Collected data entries
::::::

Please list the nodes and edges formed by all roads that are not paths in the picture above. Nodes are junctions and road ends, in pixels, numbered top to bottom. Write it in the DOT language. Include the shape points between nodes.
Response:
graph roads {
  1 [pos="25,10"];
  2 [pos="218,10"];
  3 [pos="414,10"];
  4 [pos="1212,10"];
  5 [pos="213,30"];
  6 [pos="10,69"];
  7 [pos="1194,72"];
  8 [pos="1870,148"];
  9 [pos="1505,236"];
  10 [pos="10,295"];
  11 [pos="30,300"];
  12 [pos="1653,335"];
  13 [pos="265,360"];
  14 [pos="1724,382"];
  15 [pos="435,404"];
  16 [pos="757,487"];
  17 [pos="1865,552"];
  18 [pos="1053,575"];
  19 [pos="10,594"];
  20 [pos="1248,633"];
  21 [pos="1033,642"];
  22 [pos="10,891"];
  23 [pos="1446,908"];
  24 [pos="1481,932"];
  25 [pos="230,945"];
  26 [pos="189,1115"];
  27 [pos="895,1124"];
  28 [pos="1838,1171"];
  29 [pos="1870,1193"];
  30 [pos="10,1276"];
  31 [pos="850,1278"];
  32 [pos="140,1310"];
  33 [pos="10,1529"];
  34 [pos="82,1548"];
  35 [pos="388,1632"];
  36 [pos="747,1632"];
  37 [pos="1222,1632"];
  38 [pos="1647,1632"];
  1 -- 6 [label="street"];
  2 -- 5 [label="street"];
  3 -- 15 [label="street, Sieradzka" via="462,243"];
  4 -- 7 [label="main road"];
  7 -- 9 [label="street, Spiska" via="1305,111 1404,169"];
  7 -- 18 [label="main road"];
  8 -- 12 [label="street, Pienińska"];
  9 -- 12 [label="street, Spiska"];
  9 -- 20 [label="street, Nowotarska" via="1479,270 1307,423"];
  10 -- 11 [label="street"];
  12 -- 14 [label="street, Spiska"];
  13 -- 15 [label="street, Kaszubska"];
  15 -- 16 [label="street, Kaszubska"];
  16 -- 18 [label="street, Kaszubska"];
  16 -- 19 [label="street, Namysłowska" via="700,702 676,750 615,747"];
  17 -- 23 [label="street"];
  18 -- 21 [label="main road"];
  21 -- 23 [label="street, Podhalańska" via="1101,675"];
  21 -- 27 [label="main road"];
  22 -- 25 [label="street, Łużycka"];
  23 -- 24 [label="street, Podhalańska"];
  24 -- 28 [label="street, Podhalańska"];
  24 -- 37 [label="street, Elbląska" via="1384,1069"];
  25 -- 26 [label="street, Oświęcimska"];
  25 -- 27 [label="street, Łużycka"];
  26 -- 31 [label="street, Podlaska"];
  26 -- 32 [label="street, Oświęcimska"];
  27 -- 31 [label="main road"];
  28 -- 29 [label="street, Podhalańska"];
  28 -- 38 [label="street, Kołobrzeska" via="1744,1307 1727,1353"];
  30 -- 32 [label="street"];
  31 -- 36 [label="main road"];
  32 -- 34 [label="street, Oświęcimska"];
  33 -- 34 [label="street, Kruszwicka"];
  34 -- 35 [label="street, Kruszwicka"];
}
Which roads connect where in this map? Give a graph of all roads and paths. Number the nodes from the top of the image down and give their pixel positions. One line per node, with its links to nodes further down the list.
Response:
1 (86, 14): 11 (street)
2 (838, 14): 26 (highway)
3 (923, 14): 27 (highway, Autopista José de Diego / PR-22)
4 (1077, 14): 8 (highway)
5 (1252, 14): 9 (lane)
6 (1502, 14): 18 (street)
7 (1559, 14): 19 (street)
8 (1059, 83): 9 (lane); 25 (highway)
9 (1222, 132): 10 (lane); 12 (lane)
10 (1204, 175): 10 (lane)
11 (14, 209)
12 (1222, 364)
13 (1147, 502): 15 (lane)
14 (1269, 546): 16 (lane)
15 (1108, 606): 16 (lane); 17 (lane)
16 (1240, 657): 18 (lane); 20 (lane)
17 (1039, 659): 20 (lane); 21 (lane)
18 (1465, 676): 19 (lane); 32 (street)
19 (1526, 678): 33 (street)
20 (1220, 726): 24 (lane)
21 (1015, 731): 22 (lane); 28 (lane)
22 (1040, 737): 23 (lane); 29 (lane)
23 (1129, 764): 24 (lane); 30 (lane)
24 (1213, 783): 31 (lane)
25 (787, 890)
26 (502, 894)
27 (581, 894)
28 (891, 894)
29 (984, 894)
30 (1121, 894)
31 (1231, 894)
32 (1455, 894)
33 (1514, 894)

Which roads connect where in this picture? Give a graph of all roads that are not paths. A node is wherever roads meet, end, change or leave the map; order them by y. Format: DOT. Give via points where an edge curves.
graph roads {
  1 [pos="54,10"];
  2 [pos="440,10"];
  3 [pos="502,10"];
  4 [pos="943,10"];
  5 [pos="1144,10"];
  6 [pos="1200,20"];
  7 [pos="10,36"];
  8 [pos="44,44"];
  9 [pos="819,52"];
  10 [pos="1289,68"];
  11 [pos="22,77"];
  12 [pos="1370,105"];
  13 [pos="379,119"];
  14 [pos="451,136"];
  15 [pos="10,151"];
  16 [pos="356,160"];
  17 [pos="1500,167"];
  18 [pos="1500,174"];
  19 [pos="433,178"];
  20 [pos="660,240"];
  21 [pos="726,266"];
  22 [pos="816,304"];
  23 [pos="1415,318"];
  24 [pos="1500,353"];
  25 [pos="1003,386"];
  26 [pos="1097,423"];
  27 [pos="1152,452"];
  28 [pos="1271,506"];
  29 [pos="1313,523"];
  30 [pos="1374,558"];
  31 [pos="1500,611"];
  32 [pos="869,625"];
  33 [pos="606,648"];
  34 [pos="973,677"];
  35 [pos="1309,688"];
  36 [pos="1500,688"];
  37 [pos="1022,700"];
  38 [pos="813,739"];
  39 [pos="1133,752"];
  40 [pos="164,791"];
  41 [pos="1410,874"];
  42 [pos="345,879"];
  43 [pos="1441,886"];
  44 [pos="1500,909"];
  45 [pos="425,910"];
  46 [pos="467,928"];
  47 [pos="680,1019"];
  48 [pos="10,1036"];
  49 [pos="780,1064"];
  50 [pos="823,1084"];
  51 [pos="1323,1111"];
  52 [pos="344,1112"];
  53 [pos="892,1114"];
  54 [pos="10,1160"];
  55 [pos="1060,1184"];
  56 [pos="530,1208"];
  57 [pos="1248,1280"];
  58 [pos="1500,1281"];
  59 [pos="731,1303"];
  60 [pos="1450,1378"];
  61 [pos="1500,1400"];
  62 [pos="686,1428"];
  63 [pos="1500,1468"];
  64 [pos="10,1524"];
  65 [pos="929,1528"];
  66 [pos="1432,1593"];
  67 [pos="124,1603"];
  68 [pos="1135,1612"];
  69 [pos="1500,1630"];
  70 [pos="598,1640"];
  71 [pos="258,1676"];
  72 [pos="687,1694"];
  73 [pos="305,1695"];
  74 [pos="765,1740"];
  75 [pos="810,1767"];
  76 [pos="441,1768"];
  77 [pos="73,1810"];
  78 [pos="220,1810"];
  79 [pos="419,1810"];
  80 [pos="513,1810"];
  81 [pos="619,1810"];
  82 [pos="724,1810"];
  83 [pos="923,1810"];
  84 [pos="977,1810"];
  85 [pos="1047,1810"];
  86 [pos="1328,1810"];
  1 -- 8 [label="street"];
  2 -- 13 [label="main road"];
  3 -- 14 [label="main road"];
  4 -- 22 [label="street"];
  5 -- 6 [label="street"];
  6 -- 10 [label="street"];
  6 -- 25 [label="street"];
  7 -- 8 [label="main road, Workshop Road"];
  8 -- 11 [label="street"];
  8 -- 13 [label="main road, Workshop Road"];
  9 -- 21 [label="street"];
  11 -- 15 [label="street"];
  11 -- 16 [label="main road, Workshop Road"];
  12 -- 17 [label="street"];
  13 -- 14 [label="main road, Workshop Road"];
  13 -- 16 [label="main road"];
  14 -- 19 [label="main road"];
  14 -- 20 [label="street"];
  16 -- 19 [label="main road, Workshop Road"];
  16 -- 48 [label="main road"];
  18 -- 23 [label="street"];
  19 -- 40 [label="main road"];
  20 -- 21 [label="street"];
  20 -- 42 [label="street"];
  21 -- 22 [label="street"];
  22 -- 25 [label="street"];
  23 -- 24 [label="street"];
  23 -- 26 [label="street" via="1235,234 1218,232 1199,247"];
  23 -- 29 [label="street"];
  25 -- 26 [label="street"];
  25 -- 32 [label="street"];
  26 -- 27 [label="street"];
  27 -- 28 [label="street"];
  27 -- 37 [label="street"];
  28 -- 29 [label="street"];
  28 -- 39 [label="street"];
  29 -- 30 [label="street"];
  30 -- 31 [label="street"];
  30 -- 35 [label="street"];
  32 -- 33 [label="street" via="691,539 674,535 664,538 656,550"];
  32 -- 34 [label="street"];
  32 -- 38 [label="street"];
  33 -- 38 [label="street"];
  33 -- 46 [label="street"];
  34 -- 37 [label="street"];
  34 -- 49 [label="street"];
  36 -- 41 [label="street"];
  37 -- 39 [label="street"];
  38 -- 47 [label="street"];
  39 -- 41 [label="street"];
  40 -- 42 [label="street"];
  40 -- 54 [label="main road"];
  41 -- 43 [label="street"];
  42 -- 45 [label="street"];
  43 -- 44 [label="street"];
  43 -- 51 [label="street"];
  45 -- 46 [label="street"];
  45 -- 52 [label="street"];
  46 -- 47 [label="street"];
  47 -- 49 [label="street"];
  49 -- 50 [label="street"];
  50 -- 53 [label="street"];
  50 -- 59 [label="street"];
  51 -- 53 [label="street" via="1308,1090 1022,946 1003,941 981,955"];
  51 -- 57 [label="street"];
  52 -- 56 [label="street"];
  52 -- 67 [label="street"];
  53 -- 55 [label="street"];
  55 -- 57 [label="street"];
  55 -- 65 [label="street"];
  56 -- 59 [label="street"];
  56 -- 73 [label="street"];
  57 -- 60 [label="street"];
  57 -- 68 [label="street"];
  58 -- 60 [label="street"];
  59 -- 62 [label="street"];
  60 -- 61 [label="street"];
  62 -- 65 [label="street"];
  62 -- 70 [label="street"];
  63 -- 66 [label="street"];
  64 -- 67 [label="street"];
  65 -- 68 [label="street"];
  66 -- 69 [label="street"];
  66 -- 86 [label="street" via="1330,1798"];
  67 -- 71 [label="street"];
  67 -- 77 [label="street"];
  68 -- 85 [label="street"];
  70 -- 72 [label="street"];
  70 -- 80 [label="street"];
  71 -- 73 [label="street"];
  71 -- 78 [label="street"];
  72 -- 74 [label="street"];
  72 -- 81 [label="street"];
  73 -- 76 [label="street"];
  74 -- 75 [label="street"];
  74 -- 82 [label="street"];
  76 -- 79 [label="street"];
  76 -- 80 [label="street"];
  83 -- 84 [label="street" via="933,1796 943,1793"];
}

::::::

[PROBLEM DETAILS]: Which lines in the data above contain "points"? Show each one.

[RESPONSE]:
Please list the nodes and edges formed by all roads that are not paths in the picture above. Nodes are junctions and road ends, in pixels, numbered top to bottom. Write it in the DOT language. Include the shape points between nodes.
Which roads connect where in this picture? Give a graph of all roads that are not paths. A node is wherever roads meet, end, change or leave the map; order them by y. Format: DOT. Give via points where an edge curves.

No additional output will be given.